- Dataset entries:
▬▬▬
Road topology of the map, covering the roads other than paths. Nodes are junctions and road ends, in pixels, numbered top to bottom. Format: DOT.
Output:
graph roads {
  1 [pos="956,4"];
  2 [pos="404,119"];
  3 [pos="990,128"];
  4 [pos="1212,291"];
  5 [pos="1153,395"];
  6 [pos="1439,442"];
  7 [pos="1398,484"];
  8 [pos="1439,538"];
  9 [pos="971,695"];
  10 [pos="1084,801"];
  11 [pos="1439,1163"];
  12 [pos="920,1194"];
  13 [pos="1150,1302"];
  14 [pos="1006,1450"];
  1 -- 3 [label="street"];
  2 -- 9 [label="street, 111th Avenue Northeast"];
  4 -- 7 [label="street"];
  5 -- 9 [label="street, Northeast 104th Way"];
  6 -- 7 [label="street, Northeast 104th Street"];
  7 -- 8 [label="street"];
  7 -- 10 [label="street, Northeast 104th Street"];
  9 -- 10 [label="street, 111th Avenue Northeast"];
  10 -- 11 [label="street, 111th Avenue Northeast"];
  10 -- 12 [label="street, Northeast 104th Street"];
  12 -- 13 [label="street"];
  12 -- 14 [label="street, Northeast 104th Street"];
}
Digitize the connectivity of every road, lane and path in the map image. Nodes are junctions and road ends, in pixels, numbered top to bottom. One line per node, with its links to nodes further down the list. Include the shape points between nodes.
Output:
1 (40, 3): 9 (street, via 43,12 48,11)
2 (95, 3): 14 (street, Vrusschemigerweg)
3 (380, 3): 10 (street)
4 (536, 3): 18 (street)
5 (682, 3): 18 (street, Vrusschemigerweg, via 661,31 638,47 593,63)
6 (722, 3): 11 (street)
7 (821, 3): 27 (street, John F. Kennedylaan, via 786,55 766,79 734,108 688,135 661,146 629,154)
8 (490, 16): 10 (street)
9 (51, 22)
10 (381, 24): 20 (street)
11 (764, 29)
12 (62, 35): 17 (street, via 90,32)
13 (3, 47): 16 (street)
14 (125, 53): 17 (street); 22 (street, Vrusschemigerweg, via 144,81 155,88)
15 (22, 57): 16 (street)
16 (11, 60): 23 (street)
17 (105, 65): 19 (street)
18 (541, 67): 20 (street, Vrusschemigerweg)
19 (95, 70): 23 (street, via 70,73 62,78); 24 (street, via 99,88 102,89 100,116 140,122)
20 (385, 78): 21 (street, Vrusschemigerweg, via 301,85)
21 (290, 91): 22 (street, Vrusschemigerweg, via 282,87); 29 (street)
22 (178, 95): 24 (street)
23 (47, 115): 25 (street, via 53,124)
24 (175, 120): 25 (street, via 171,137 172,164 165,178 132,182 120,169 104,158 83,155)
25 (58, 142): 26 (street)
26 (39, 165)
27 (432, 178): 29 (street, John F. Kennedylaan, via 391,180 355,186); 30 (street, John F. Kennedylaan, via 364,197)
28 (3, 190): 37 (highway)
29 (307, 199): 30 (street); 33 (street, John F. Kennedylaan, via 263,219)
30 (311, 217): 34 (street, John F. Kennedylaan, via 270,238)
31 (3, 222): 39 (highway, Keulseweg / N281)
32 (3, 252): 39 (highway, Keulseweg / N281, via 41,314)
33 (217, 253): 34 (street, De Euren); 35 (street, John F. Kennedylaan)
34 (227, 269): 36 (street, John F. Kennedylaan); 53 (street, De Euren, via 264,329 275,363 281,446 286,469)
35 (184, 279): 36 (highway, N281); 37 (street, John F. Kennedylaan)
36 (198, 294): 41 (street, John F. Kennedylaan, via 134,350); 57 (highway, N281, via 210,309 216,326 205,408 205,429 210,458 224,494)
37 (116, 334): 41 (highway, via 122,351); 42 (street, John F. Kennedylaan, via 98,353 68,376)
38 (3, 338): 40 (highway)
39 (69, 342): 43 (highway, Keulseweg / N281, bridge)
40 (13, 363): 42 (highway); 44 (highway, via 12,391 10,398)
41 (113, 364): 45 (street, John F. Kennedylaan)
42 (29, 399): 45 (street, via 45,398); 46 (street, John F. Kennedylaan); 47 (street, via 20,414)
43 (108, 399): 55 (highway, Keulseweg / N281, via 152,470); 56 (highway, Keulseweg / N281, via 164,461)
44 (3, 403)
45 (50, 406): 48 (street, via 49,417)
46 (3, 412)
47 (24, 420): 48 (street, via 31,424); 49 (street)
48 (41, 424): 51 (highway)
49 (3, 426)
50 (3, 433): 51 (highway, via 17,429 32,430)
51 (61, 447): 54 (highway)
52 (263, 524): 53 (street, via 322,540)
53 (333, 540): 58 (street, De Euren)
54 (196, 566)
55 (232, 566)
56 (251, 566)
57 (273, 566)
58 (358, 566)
▬▬▬
- What this task involves:
Retype the records above exactly, so that no line differs from its source.

- Answer section:
Road topology of the map, covering the roads other than paths. Nodes are junctions and road ends, in pixels, numbered top to bottom. Format: DOT.
Output:
graph roads {
  1 [pos="956,4"];
  2 [pos="404,119"];
  3 [pos="990,128"];
  4 [pos="1212,291"];
  5 [pos="1153,395"];
  6 [pos="1439,442"];
  7 [pos="1398,484"];
  8 [pos="1439,538"];
  9 [pos="971,695"];
  10 [pos="1084,801"];
  11 [pos="1439,1163"];
  12 [pos="920,1194"];
  13 [pos="1150,1302"];
  14 [pos="1006,1450"];
  1 -- 3 [label="street"];
  2 -- 9 [label="street, 111th Avenue Northeast"];
  4 -- 7 [label="street"];
  5 -- 9 [label="street, Northeast 104th Way"];
  6 -- 7 [label="street, Northeast 104th Street"];
  7 -- 8 [label="street"];
  7 -- 10 [label="street, Northeast 104th Street"];
  9 -- 10 [label="street, 111th Avenue Northeast"];
  10 -- 11 [label="street, 111th Avenue Northeast"];
  10 -- 12 [label="street, Northeast 104th Street"];
  12 -- 13 [label="street"];
  12 -- 14 [label="street, Northeast 104th Street"];
}
Digitize the connectivity of every road, lane and path in the map image. Nodes are junctions and road ends, in pixels, numbered top to bottom. One line per node, with its links to nodes further down the list. Include the shape points between nodes.
Output:
1 (40, 3): 9 (street, via 43,12 48,11)
2 (95, 3): 14 (street, Vrusschemigerweg)
3 (380, 3): 10 (street)
4 (536, 3): 18 (street)
5 (682, 3): 18 (street, Vrusschemigerweg, via 661,31 638,47 593,63)
6 (722, 3): 11 (street)
7 (821, 3): 27 (street, John F. Kennedylaan, via 786,55 766,79 734,108 688,135 661,146 629,154)
8 (490, 16): 10 (street)
9 (51, 22)
10 (381, 24): 20 (street)
11 (764, 29)
12 (62, 35): 17 (street, via 90,32)
13 (3, 47): 16 (street)
14 (125, 53): 17 (street); 22 (street, Vrusschemigerweg, via 144,81 155,88)
15 (22, 57): 16 (street)
16 (11, 60): 23 (street)
17 (105, 65): 19 (street)
18 (541, 67): 20 (street, Vrusschemigerweg)
19 (95, 70): 23 (street, via 70,73 62,78); 24 (street, via 99,88 102,89 100,116 140,122)
20 (385, 78): 21 (street, Vrusschemigerweg, via 301,85)
21 (290, 91): 22 (street, Vrusschemigerweg, via 282,87); 29 (street)
22 (178, 95): 24 (street)
23 (47, 115): 25 (street, via 53,124)
24 (175, 120): 25 (street, via 171,137 172,164 165,178 132,182 120,169 104,158 83,155)
25 (58, 142): 26 (street)
26 (39, 165)
27 (432, 178): 29 (street, John F. Kennedylaan, via 391,180 355,186); 30 (street, John F. Kennedylaan, via 364,197)
28 (3, 190): 37 (highway)
29 (307, 199): 30 (street); 33 (street, John F. Kennedylaan, via 263,219)
30 (311, 217): 34 (street, John F. Kennedylaan, via 270,238)
31 (3, 222): 39 (highway, Keulseweg / N281)
32 (3, 252): 39 (highway, Keulseweg / N281, via 41,314)
33 (217, 253): 34 (street, De Euren); 35 (street, John F. Kennedylaan)
34 (227, 269): 36 (street, John F. Kennedylaan); 53 (street, De Euren, via 264,329 275,363 281,446 286,469)
35 (184, 279): 36 (highway, N281); 37 (street, John F. Kennedylaan)
36 (198, 294): 41 (street, John F. Kennedylaan, via 134,350); 57 (highway, N281, via 210,309 216,326 205,408 205,429 210,458 224,494)
37 (116, 334): 41 (highway, via 122,351); 42 (street, John F. Kennedylaan, via 98,353 68,376)
38 (3, 338): 40 (highway)
39 (69, 342): 43 (highway, Keulseweg / N281, bridge)
40 (13, 363): 42 (highway); 44 (highway, via 12,391 10,398)
41 (113, 364): 45 (street, John F. Kennedylaan)
42 (29, 399): 45 (street, via 45,398); 46 (street, John F. Kennedylaan); 47 (street, via 20,414)
43 (108, 399): 55 (highway, Keulseweg / N281, via 152,470); 56 (highway, Keulseweg / N281, via 164,461)
44 (3, 403)
45 (50, 406): 48 (street, via 49,417)
46 (3, 412)
47 (24, 420): 48 (street, via 31,424); 49 (street)
48 (41, 424): 51 (highway)
49 (3, 426)
50 (3, 433): 51 (highway, via 17,429 32,430)
51 (61, 447): 54 (highway)
52 (263, 524): 53 (street, via 322,540)
53 (333, 540): 58 (street, De Euren)
54 (196, 566)
55 (232, 566)
56 (251, 566)
57 (273, 566)
58 (358, 566)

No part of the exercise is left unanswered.